▶ **Aim of the task**: Within the records below, filter for lines carrying the word "Ardmore" and copy them.

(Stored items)

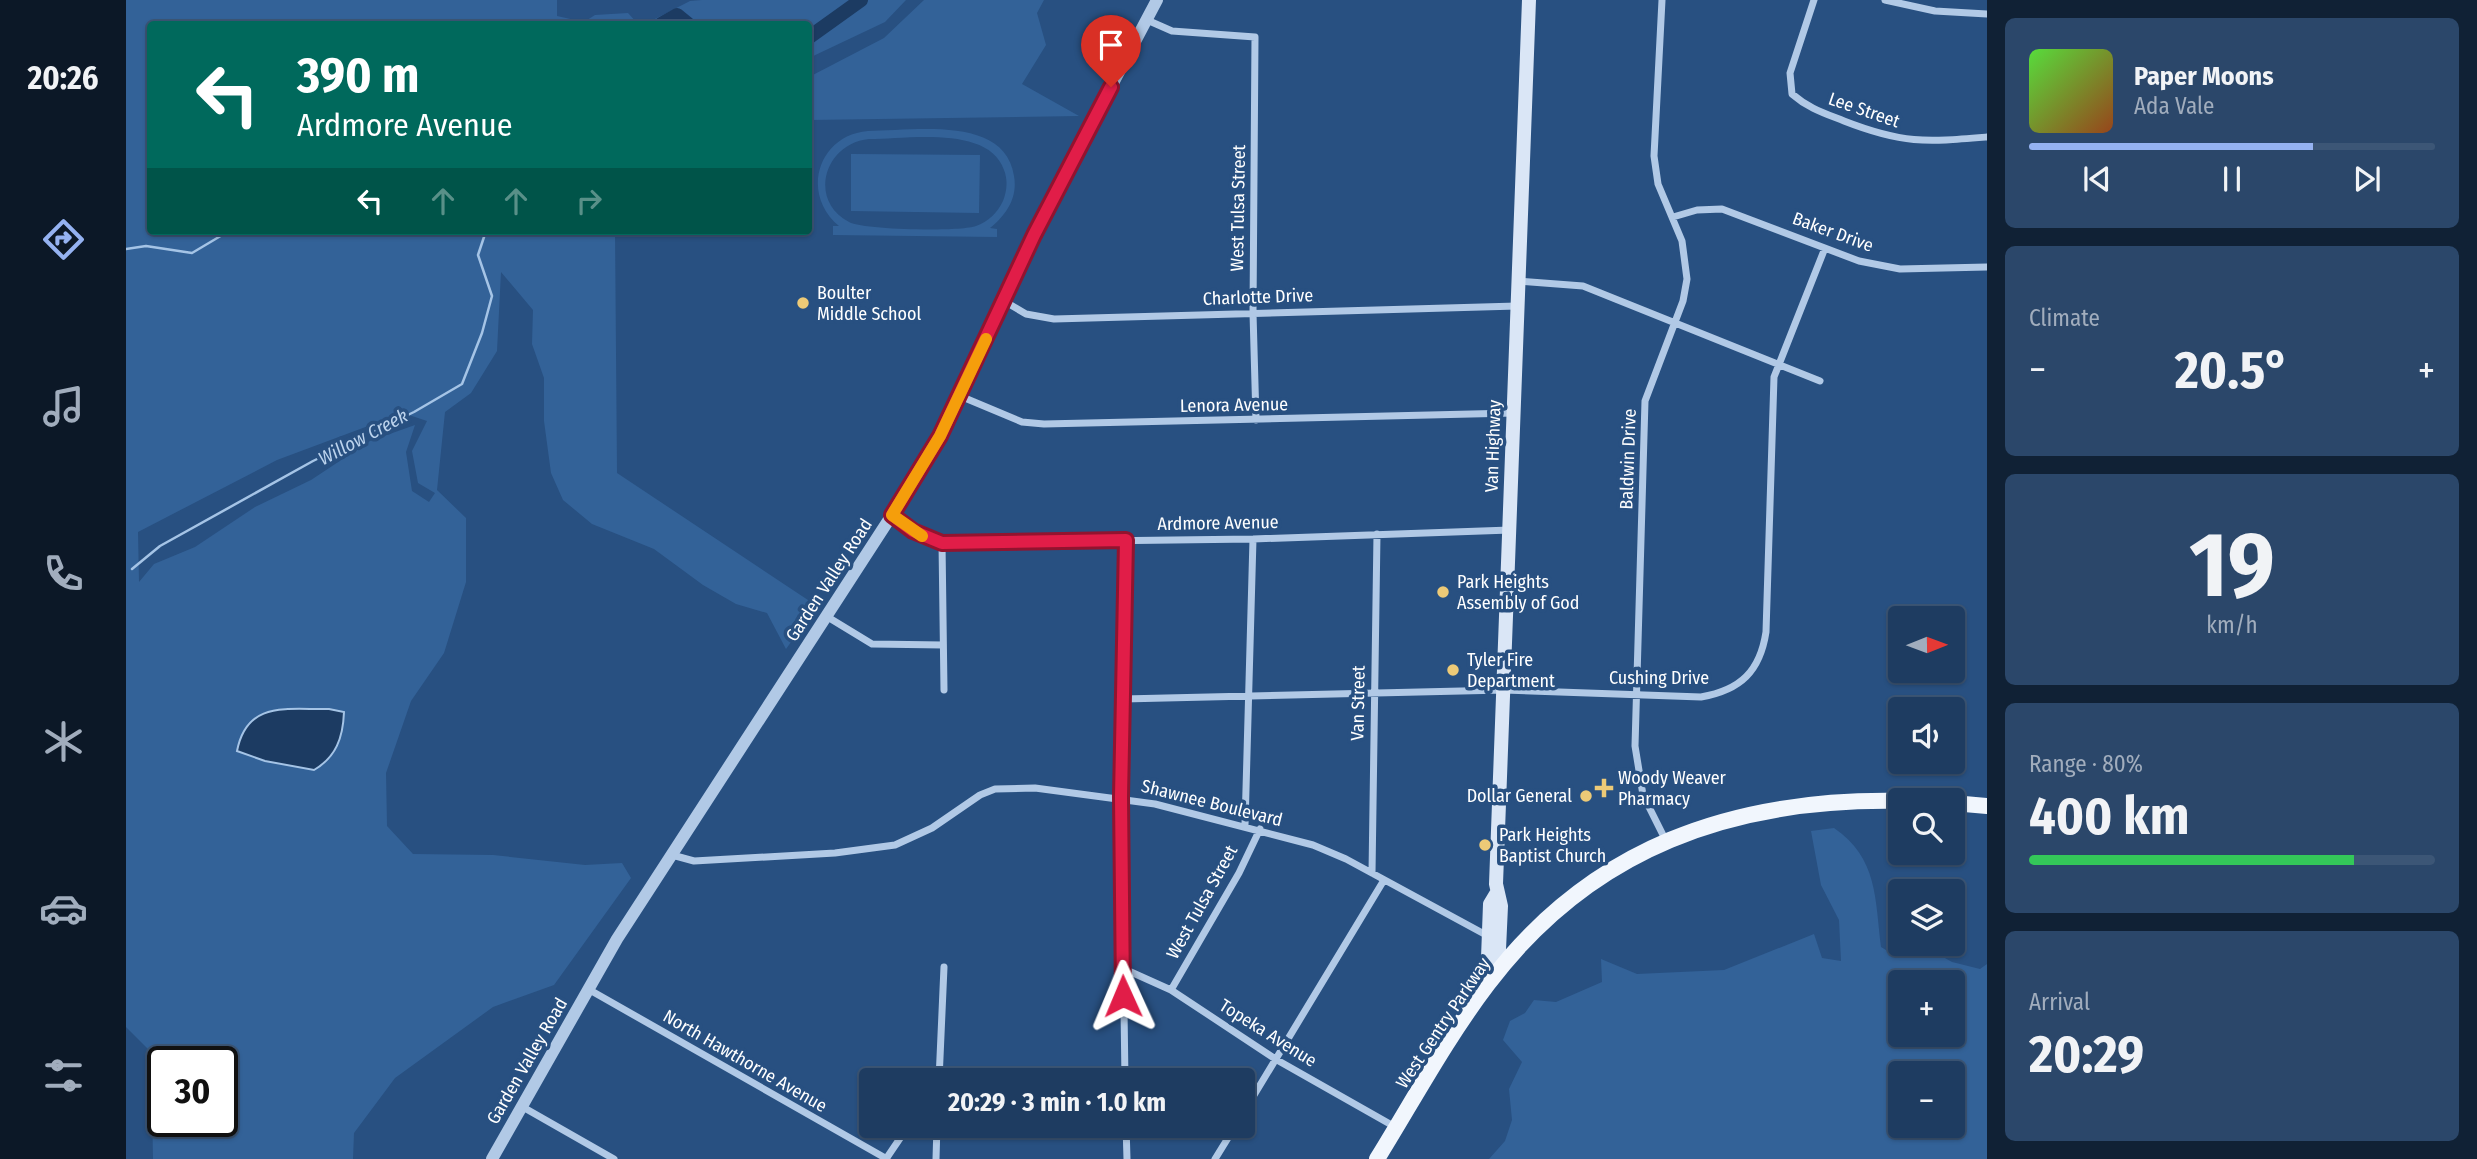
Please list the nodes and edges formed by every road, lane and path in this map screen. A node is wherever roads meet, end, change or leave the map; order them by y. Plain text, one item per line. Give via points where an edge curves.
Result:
1 (1157, 0) edge
2 (1529, 0) edge
3 (1662, 0) edge
4 (1814, 0) edge
5 (1885, 0) edge
6 (1898, 2) edge
7 (1987, 13) edge
8 (1147, 20) junction
9 (1987, 137) edge
10 (1672, 218) junction
11 (1825, 248) junction
12 (1987, 267) edge
13 (1518, 281) junction
14 (1003, 300) junction
15 (1517, 306) junction
16 (1252, 313) junction
17 (1674, 322) junction
18 (1776, 365) junction
19 (1820, 382) dead end
20 (960, 396) junction
21 (1514, 413) junction
22 (1256, 420) junction
23 (892, 515) junction
24 (1510, 530) junction
25 (1377, 534) junction
26 (1253, 539) junction
27 (1126, 540) junction
28 (942, 543) junction
29 (826, 616) junction
30 (943, 645) junction
31 (944, 690) dead end
32 (1504, 690) junction
33 (1374, 694) junction
34 (1635, 695) junction
35 (1249, 698) junction
36 (1123, 699) junction
37 (1121, 797) junction
38 (1888, 801) edge
39 (1965, 804) edge
40 (1987, 806) edge
41 (1245, 825) junction
42 (1260, 829) junction
43 (1666, 841) junction
44 (671, 855) junction
45 (1372, 873) junction
46 (1384, 880) junction
47 (1496, 894) junction
48 (1489, 937) junction
49 (944, 967) dead end
50 (1122, 968) junction
51 (1498, 971) junction
52 (1487, 985) junction
53 (588, 989) junction
54 (1171, 990) junction
55 (1277, 1060) junction
56 (940, 1068) edge
57 (1125, 1068) edge
58 (1255, 1095) edge
59 (521, 1107) junction
60 (1397, 1128) junction
61 (901, 1138) edge
62 (937, 1138) edge
63 (1126, 1138) edge
64 (1228, 1138) edge
65 (492, 1159) edge
66 (614, 1159) edge
67 (887, 1159) edge
68 (936, 1159) edge
69 (1127, 1159) edge
70 (1214, 1159) edge
71 (1377, 1159) edge

1 - 8 street, Garden Valley Road
2 - 13 main road, Van Highway
3 - 10 street, Baldwin Drive via 1654,156 1658,184
4 - 9 street, Lee Street via 1790,74 1793,94 1807,107 1887,137 1930,142
5 - 6 street
6 - 7 street via 1936,11
8 - 14 street, Garden Valley Road
8 - 16 street, West Tulsa Street via 1172,31 1255,37
10 - 11 street, Baker Drive via 1721,209
10 - 17 street, Baldwin Drive via 1682,241 1687,279
11 - 12 street, Baker Drive via 1900,269
11 - 18 street, Cushing Drive
13 - 15 main road, Van Highway
13 - 17 street via 1583,286
14 - 16 street, Charlotte Drive via 1026,314 1054,319
14 - 20 street, Garden Valley Road
15 - 16 street, Charlotte Drive
15 - 21 main road, Van Highway
16 - 22 street, West Tulsa Street
17 - 18 street
17 - 34 street, Baldwin Drive via 1645,401
18 - 19 street
18 - 34 street, Cushing Drive via 1766,632 1758,666 1715,695
20 - 22 street, Lenora Avenue via 1022,422 1044,424
20 - 23 street, Garden Valley Road
21 - 22 street, Lenora Avenue
21 - 24 main road, Van Highway
23 - 28 street, Ardmore Avenue via 913,531
23 - 29 street, Garden Valley Road
24 - 25 street, Ardmore Avenue
24 - 32 main road, Van Highway
25 - 26 street, Ardmore Avenue
25 - 33 street, Van Street
26 - 27 street, Ardmore Avenue
26 - 35 street, West Tulsa Street
27 - 28 street, Ardmore Avenue
27 - 36 street
28 - 30 street
29 - 30 street via 872,644
29 - 44 street, Garden Valley Road
30 - 31 street
32 - 33 street, Cushing Drive
32 - 34 street, Cushing Drive
32 - 47 main road, Van Highway
33 - 35 street, Cushing Drive
33 - 45 street, Van Street
34 - 43 street, Baldwin Drive via 1635,764 1643,795
35 - 36 street, Cushing Drive
35 - 41 street, West Tulsa Street
36 - 37 street
37 - 41 street, Shawnee Boulevard
37 - 44 street, Shawnee Boulevard via 1005,788 964,803 915,837 884,847 695,861
37 - 50 street
38 - 43 main road, West Gentry Parkway via 1801,804 1725,820
39 - 40 main road
41 - 42 street, Shawnee Boulevard
42 - 45 street, Shawnee Boulevard via 1313,845
42 - 54 street, West Tulsa Street
43 - 51 main road, West Gentry Parkway via 1577,895 1536,929
44 - 53 street, Garden Valley Road
45 - 46 street, Shawnee Boulevard
46 - 48 street, Shawnee Boulevard
46 - 55 street
47 - 48 main road, Van Highway via 1490,904
47 - 51 main road, Van Highway via 1501,906
48 - 52 main road, Van Highway
49 - 56 street
50 - 54 street, Topeka Avenue
50 - 57 street
51 - 52 main road, West Gentry Parkway
52 - 60 main road, West Gentry Parkway
53 - 59 street, Garden Valley Road
53 - 67 street, North Hawthorne Avenue
54 - 55 street, Topeka Avenue
55 - 58 street
55 - 60 street, Topeka Avenue
59 - 65 street, Garden Valley Road
59 - 66 street
60 - 71 main road, West Gentry Parkway
61 - 67 street
62 - 68 street
63 - 69 street
64 - 70 street

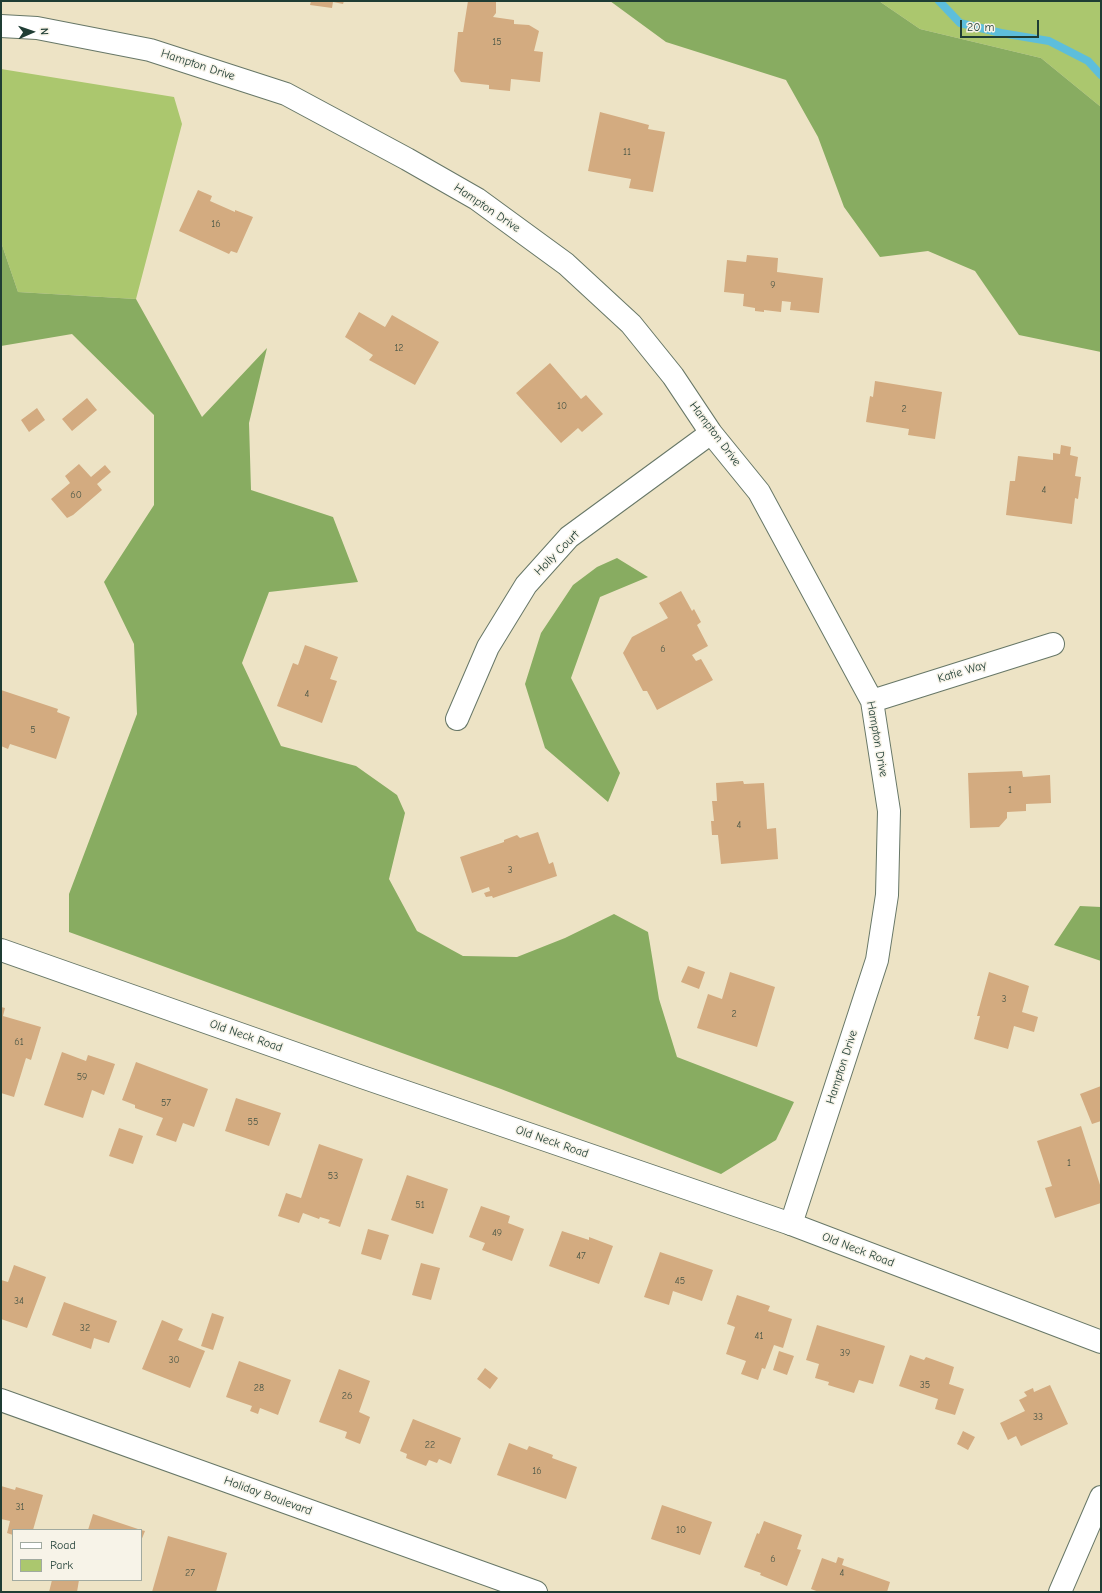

▶ **The answer**:
23 - 28 street, Ardmore Avenue via 913,531
24 - 25 street, Ardmore Avenue
25 - 26 street, Ardmore Avenue
26 - 27 street, Ardmore Avenue
27 - 28 street, Ardmore Avenue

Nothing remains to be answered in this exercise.